Stored data entries:

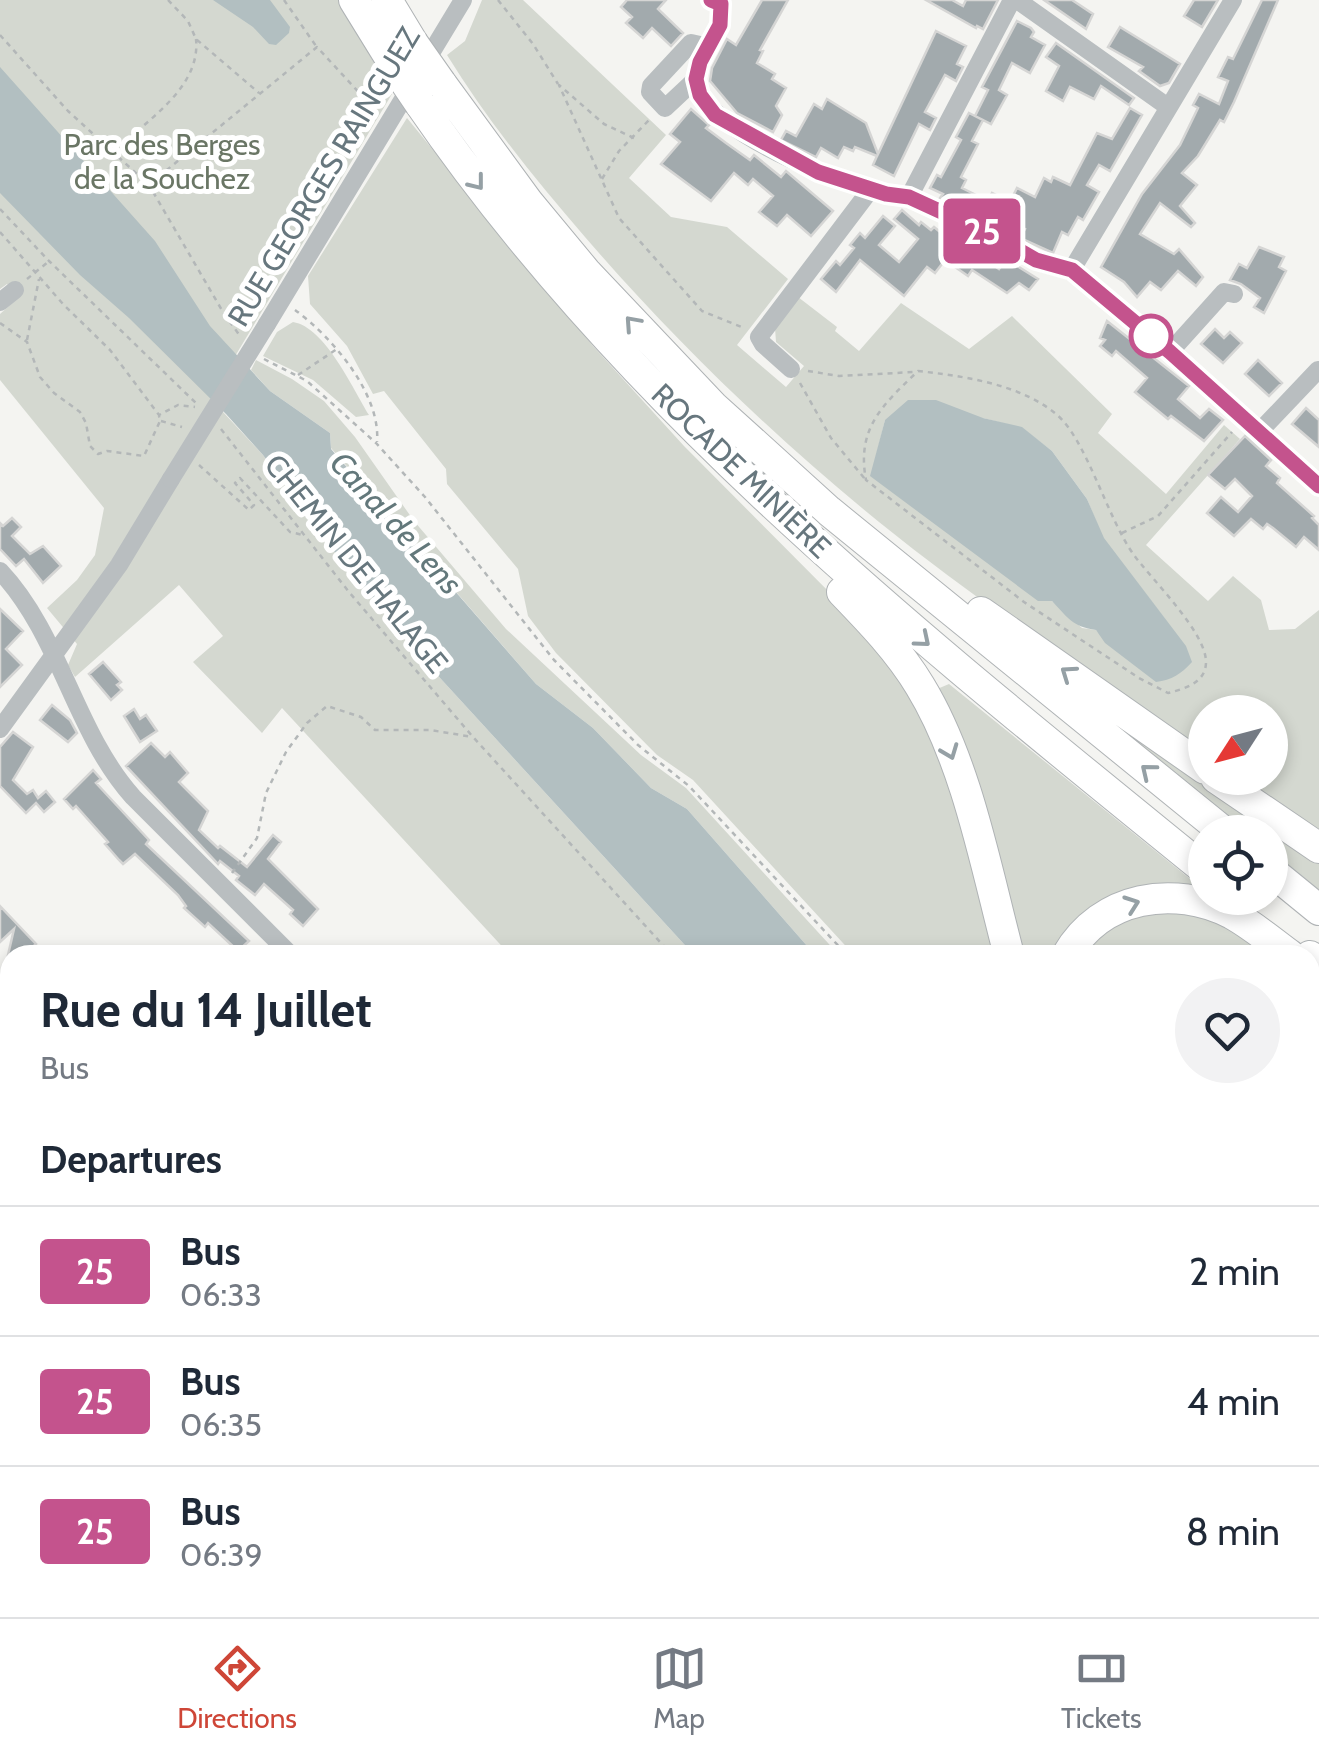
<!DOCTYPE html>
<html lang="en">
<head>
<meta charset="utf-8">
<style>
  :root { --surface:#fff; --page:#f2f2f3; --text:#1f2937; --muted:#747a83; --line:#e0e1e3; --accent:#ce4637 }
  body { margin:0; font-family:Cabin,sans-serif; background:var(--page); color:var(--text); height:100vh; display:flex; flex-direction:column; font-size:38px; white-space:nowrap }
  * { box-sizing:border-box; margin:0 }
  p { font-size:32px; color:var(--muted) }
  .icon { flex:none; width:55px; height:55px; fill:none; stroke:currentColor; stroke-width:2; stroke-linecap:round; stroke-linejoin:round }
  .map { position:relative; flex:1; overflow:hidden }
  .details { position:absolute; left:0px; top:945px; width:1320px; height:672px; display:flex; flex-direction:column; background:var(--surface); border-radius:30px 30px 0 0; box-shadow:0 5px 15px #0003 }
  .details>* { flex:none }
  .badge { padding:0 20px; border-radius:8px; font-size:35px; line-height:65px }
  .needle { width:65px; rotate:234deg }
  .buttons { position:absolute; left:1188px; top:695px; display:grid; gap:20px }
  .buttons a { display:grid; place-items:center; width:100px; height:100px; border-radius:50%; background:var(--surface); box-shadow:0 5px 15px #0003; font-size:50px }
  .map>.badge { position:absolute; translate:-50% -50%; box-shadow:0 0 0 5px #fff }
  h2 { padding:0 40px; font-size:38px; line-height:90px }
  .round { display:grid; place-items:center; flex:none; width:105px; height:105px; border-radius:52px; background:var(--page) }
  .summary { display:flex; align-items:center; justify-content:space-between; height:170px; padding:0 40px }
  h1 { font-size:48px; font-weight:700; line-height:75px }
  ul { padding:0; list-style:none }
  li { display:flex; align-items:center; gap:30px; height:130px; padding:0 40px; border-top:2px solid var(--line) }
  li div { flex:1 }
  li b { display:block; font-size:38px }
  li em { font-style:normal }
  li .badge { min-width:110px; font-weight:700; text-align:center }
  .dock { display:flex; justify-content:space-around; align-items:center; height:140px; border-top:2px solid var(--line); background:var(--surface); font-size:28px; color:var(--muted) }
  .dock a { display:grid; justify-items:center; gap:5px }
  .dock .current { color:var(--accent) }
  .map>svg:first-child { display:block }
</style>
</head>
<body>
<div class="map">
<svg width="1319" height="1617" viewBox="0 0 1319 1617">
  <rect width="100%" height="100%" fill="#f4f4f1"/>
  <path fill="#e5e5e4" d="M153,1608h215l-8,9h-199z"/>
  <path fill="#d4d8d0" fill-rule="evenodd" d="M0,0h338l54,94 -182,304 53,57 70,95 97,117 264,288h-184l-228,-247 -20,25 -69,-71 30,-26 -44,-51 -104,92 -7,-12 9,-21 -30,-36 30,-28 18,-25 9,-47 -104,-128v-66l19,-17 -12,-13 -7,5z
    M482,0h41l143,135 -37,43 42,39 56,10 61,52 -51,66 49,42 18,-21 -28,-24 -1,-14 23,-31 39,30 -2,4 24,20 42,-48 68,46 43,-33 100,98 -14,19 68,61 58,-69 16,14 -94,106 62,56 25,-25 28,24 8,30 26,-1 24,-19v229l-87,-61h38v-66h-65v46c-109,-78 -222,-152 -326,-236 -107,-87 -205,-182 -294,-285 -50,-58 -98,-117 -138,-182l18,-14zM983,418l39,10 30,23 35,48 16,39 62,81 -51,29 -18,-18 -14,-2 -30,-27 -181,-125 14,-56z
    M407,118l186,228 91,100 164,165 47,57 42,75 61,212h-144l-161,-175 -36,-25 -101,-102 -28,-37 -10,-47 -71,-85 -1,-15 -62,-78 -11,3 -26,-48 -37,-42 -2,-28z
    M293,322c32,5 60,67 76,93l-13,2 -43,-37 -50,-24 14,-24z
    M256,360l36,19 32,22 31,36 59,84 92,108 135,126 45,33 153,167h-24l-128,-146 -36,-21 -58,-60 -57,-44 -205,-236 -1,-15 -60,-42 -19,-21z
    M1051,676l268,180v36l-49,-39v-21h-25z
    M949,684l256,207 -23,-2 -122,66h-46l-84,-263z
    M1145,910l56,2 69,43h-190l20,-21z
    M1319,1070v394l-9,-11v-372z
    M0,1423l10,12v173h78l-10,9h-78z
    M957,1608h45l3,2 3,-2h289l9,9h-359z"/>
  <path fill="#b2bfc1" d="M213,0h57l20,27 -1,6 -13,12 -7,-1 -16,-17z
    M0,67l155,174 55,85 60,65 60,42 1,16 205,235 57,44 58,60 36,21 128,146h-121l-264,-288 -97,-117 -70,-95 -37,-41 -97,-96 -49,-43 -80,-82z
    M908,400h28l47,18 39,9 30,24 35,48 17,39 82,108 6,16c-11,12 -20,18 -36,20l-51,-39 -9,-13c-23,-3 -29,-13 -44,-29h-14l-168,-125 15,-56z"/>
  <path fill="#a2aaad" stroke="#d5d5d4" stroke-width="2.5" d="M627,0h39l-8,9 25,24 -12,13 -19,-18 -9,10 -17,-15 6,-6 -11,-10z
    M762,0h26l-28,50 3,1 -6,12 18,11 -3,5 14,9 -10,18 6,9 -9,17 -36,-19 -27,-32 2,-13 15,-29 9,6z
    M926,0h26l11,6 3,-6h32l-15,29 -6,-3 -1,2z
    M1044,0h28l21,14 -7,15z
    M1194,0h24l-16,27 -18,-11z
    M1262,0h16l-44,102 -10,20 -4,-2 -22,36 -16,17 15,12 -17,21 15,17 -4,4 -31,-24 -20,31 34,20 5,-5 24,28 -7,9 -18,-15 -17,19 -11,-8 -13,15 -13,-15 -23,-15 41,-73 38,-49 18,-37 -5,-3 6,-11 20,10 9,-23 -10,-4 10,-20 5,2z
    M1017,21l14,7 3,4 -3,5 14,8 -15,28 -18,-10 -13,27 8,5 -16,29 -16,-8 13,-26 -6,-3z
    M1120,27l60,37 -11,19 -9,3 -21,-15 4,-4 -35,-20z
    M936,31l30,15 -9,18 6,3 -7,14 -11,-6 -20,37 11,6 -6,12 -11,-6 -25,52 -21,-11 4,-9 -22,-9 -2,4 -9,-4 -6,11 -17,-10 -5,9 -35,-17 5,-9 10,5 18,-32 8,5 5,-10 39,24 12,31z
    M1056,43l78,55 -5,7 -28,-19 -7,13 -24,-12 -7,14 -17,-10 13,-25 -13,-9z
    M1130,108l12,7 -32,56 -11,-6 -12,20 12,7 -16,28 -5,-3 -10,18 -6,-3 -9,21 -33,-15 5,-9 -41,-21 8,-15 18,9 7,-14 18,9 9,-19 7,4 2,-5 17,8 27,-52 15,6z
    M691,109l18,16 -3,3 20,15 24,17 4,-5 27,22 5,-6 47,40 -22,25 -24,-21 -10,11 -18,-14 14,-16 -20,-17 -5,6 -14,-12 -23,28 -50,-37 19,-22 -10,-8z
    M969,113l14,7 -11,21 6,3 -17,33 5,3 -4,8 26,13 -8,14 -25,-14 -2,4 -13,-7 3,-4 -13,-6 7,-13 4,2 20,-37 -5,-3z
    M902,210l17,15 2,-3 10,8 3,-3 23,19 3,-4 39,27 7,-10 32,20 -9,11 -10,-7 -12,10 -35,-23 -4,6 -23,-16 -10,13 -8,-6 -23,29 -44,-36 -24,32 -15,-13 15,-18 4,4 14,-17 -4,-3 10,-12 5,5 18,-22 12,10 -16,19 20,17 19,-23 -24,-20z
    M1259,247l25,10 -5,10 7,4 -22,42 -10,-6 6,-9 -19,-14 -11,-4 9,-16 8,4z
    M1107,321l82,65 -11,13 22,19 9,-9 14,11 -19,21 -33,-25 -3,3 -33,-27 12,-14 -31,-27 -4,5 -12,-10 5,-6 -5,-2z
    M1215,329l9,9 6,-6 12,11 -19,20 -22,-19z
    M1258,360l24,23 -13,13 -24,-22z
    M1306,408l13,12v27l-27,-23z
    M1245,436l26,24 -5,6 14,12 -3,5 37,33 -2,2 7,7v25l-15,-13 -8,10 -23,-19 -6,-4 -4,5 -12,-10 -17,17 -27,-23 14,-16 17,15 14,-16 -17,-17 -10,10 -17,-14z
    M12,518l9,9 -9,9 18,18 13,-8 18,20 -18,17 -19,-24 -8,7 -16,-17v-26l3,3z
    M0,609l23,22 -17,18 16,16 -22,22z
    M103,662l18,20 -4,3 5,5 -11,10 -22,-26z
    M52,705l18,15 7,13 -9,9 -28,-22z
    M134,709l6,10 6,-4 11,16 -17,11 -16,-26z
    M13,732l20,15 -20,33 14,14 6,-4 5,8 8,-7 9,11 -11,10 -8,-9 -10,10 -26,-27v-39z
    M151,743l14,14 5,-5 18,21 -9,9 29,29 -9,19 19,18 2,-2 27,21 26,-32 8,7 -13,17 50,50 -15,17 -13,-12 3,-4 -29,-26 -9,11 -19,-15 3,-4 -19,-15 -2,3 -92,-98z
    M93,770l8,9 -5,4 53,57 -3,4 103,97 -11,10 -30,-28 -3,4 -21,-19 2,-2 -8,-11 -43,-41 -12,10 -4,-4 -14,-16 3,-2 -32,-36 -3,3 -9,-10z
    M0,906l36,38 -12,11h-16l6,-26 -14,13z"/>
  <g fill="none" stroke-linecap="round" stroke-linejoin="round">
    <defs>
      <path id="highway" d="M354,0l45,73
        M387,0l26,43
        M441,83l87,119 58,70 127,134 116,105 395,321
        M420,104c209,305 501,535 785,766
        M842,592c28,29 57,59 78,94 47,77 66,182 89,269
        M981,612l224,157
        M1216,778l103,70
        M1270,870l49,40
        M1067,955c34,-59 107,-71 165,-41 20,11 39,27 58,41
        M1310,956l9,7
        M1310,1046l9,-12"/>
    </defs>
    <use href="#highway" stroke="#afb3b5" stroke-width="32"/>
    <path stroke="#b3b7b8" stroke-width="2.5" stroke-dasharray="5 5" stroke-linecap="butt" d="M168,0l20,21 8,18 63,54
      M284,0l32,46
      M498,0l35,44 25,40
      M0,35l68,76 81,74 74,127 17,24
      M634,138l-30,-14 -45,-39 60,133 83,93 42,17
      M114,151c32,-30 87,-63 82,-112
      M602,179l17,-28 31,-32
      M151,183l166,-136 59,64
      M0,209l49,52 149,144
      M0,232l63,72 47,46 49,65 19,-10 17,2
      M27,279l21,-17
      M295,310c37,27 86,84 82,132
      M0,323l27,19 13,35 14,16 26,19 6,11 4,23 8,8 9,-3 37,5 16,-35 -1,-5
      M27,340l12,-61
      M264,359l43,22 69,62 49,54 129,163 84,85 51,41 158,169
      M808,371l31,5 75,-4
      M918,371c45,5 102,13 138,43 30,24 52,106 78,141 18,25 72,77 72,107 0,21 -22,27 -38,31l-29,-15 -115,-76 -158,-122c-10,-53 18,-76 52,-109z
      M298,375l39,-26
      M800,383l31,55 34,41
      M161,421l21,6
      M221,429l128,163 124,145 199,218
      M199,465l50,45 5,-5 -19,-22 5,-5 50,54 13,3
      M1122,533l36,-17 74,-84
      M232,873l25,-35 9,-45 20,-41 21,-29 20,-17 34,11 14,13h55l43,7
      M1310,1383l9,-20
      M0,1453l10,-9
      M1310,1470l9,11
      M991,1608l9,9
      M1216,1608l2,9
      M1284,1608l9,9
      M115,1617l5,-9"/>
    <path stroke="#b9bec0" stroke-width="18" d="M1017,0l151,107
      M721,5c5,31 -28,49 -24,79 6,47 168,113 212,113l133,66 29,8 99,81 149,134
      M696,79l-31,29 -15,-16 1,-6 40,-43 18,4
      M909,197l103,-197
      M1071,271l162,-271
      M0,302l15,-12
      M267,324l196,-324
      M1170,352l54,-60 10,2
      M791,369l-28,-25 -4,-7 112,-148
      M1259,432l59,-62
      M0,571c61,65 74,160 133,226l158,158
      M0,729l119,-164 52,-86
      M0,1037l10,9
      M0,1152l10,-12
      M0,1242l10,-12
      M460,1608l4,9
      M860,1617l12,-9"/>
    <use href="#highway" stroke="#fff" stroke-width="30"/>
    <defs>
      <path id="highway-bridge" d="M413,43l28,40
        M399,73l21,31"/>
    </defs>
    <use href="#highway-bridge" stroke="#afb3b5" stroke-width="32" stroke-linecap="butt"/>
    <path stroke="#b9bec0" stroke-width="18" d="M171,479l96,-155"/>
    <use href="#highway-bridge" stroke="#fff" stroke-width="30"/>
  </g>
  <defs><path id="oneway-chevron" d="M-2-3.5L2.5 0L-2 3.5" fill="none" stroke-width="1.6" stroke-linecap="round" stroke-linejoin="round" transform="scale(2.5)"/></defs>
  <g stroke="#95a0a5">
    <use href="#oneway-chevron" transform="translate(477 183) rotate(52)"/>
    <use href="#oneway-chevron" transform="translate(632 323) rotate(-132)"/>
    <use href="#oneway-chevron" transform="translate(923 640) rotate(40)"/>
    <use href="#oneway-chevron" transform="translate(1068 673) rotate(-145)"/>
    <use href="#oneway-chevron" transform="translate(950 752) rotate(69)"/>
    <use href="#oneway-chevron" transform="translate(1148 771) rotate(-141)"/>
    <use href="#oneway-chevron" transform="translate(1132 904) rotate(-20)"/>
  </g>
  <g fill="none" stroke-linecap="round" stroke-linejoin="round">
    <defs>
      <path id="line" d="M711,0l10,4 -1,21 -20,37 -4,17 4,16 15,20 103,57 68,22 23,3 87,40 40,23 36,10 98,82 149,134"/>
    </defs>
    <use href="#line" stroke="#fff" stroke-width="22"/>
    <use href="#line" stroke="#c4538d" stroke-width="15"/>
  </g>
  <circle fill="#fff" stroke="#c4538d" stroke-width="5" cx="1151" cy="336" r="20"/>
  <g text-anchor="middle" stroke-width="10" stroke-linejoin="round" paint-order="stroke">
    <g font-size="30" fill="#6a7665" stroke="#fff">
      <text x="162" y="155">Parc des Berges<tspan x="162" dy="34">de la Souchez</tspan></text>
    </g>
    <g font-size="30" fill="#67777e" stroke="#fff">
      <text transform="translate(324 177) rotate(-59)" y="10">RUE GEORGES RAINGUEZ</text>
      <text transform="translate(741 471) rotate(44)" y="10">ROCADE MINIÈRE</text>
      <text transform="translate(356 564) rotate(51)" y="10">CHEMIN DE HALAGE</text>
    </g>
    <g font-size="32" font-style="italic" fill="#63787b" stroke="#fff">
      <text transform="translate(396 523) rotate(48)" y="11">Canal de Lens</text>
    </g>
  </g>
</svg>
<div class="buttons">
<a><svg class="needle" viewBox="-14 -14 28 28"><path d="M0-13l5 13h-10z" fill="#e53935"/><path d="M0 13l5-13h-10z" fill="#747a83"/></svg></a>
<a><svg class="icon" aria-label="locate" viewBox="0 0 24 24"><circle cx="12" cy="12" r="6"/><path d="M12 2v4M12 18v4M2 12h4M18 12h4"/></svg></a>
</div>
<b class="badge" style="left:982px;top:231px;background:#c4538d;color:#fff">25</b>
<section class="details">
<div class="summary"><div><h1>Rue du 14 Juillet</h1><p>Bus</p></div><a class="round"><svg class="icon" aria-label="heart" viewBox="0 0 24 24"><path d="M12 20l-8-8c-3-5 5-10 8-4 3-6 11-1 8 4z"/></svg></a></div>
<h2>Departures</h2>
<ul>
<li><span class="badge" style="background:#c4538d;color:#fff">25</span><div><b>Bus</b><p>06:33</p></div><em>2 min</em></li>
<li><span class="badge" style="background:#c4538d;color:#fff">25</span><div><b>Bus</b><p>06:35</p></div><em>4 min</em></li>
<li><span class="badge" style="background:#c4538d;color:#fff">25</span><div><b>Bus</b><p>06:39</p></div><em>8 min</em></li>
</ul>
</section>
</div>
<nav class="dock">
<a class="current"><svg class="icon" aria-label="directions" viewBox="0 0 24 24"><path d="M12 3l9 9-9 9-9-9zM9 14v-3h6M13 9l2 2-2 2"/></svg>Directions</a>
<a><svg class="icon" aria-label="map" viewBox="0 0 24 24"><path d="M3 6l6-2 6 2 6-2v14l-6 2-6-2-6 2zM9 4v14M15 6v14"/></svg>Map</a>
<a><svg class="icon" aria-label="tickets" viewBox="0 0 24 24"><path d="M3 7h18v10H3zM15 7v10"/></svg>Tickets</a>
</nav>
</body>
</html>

WHAT YOU WILL DO: Count each line above in which the string "body" appears, then state only the total.

WRITTEN RESPONSE: 3